▸ **Instructions to follow**
Search the data below for the word "Marina" and report how many lines contain it, with no added words.

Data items
━━━
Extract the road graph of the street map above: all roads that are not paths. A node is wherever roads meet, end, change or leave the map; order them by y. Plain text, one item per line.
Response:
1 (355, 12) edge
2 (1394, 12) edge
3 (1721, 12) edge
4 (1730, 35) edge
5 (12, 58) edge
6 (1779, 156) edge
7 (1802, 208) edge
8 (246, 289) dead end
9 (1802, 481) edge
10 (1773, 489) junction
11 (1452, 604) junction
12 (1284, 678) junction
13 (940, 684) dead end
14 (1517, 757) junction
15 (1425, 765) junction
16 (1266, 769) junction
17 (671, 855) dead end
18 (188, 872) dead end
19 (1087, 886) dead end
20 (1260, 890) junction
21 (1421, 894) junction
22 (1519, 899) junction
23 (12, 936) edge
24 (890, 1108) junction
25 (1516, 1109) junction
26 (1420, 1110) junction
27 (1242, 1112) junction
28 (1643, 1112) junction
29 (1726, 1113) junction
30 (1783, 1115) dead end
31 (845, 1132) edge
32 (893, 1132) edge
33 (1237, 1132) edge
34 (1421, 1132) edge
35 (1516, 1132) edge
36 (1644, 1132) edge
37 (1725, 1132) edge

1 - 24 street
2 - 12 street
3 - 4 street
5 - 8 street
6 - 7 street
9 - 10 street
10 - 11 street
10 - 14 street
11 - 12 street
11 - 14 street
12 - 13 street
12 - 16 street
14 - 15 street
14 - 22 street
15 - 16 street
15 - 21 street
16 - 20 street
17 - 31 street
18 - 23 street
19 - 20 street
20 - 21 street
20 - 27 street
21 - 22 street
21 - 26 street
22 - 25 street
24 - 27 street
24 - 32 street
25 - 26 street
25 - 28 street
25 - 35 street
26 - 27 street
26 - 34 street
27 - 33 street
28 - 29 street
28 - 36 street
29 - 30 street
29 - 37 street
━━━
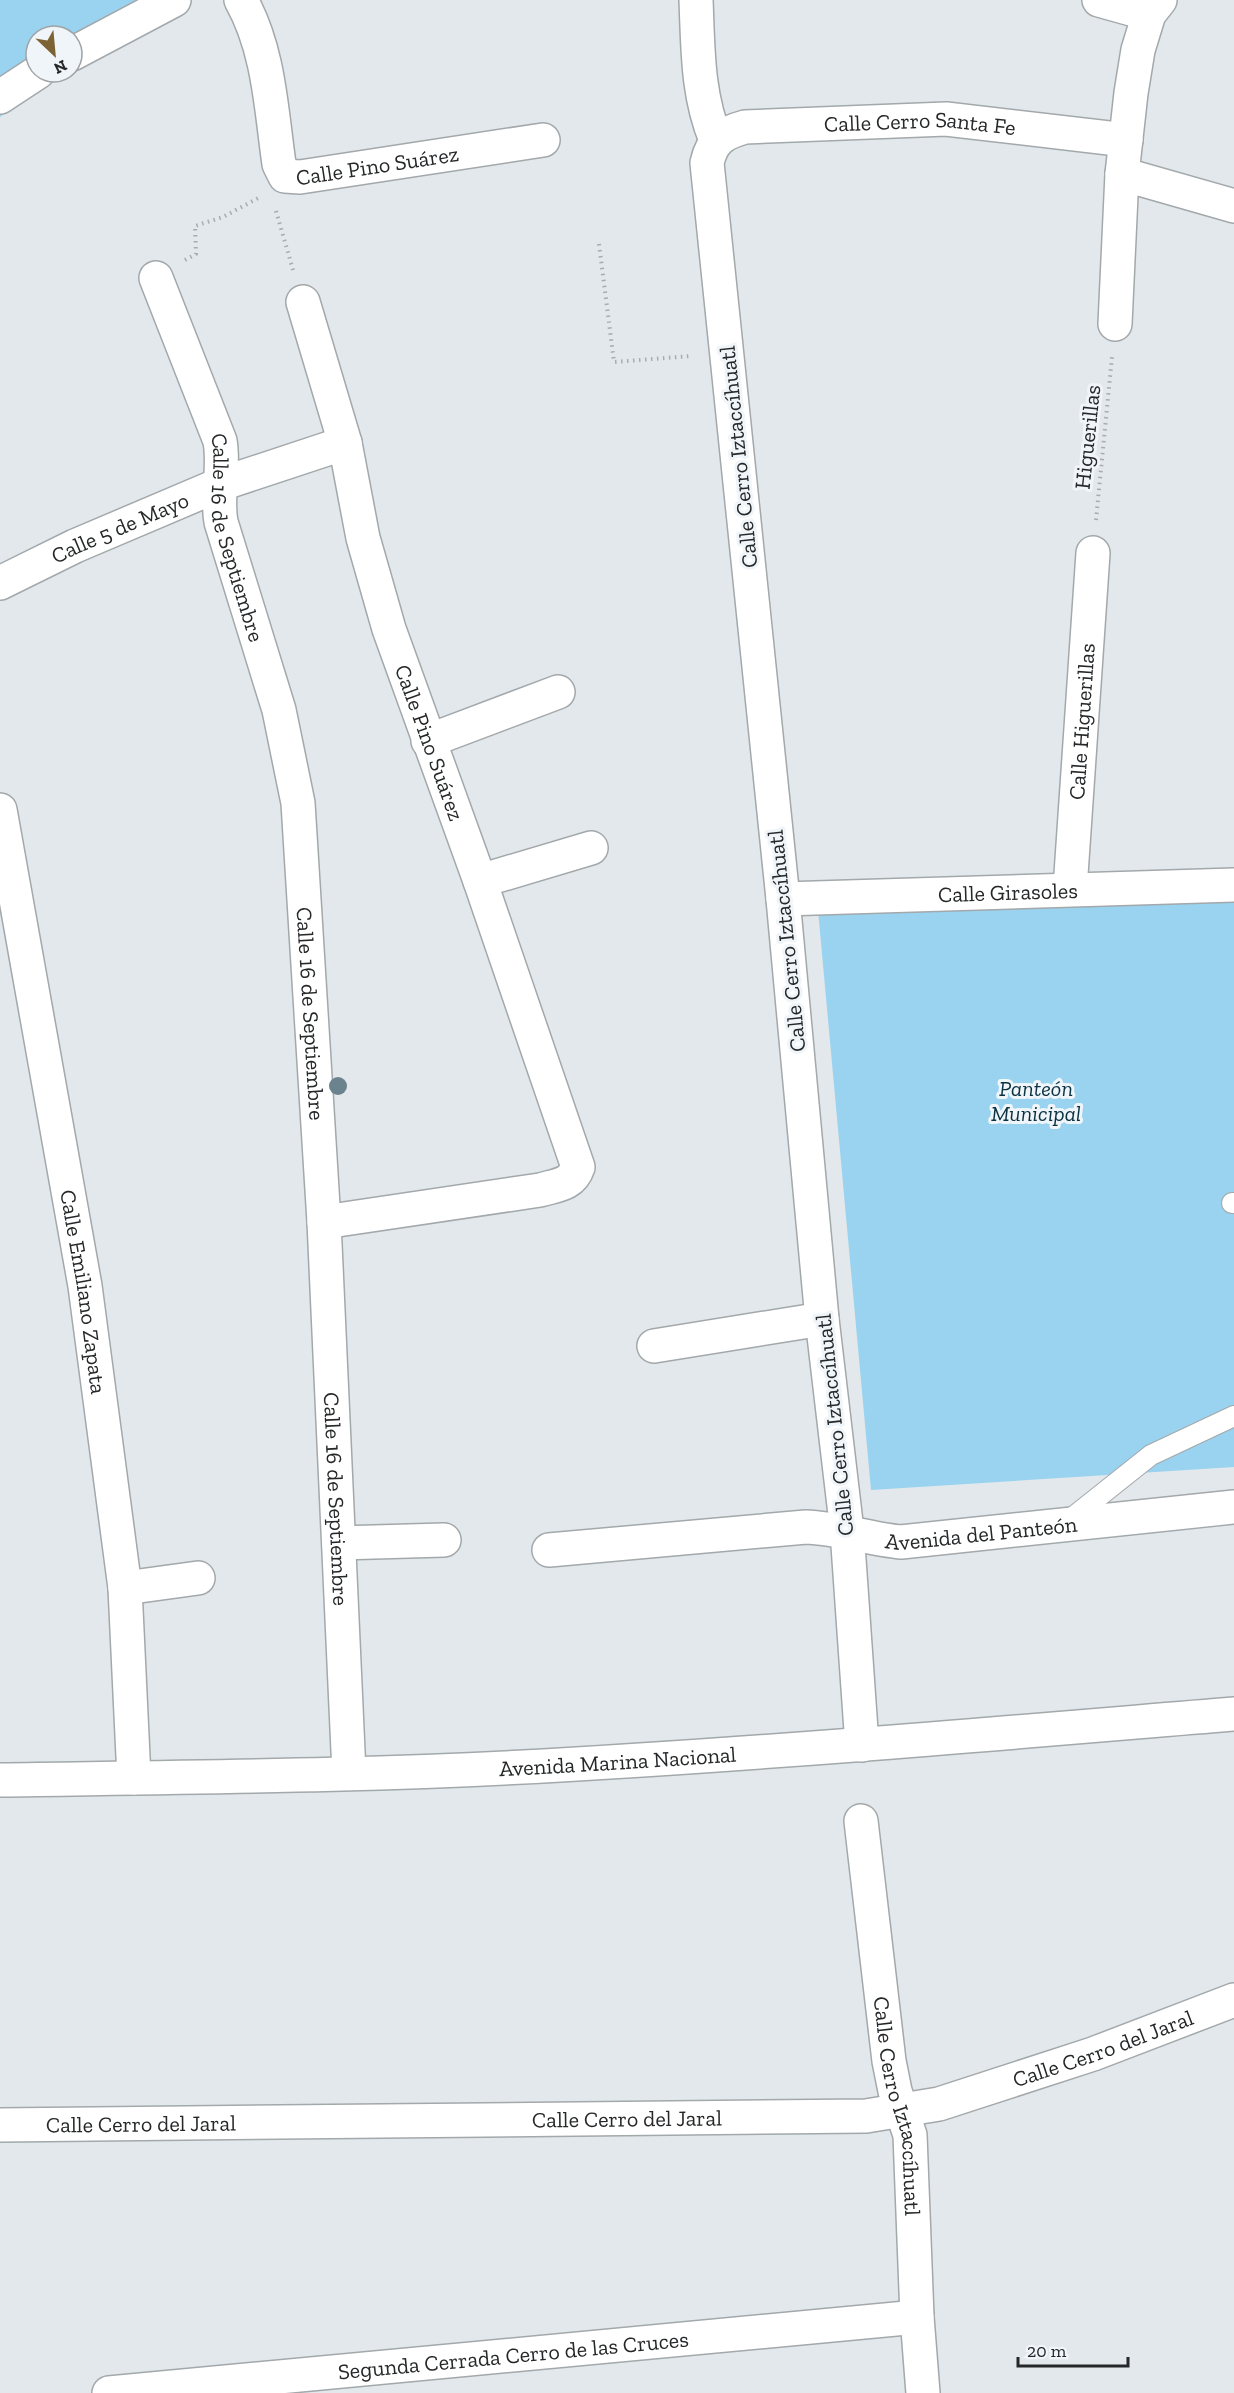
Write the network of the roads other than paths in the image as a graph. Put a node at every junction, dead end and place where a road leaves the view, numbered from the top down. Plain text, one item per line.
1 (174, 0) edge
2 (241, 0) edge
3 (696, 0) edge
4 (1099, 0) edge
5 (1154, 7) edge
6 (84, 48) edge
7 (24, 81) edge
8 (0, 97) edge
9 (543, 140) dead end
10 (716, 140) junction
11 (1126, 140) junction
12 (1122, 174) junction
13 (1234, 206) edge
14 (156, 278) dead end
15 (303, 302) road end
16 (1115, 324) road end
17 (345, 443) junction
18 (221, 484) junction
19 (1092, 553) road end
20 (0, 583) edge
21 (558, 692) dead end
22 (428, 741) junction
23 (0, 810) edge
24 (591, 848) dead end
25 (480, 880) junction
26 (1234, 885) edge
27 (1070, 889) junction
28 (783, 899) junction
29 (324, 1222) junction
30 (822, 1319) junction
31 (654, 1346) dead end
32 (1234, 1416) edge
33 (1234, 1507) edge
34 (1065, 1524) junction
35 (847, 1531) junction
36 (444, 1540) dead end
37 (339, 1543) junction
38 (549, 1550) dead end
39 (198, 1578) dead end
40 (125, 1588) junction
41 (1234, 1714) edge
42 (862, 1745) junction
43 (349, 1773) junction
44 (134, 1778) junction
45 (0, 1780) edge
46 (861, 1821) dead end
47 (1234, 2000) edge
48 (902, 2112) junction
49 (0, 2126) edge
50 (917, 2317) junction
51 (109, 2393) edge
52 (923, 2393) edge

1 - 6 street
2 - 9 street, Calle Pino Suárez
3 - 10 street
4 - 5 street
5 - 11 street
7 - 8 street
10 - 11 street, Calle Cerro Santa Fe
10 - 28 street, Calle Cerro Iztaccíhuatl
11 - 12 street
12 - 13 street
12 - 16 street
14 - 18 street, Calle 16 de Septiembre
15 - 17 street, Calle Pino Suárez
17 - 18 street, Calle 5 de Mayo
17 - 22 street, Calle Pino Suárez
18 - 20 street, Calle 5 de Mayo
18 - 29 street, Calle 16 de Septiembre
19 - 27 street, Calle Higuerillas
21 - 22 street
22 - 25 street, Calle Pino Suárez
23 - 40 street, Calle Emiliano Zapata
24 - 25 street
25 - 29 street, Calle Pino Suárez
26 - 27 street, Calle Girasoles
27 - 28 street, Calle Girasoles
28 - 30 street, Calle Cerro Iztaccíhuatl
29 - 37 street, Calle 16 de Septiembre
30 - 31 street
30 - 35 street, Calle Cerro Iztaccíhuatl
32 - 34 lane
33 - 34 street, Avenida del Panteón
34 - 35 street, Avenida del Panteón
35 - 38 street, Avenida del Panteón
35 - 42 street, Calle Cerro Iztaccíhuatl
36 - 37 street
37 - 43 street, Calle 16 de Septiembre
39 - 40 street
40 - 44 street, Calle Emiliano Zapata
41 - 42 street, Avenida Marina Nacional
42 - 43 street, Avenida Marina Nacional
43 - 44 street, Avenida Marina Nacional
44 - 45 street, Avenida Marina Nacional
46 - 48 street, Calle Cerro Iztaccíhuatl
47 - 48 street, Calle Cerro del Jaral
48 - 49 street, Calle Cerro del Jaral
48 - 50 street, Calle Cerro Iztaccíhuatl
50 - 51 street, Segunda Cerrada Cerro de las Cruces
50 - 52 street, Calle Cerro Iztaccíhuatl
━━━
▸ **Answer to the problem**
4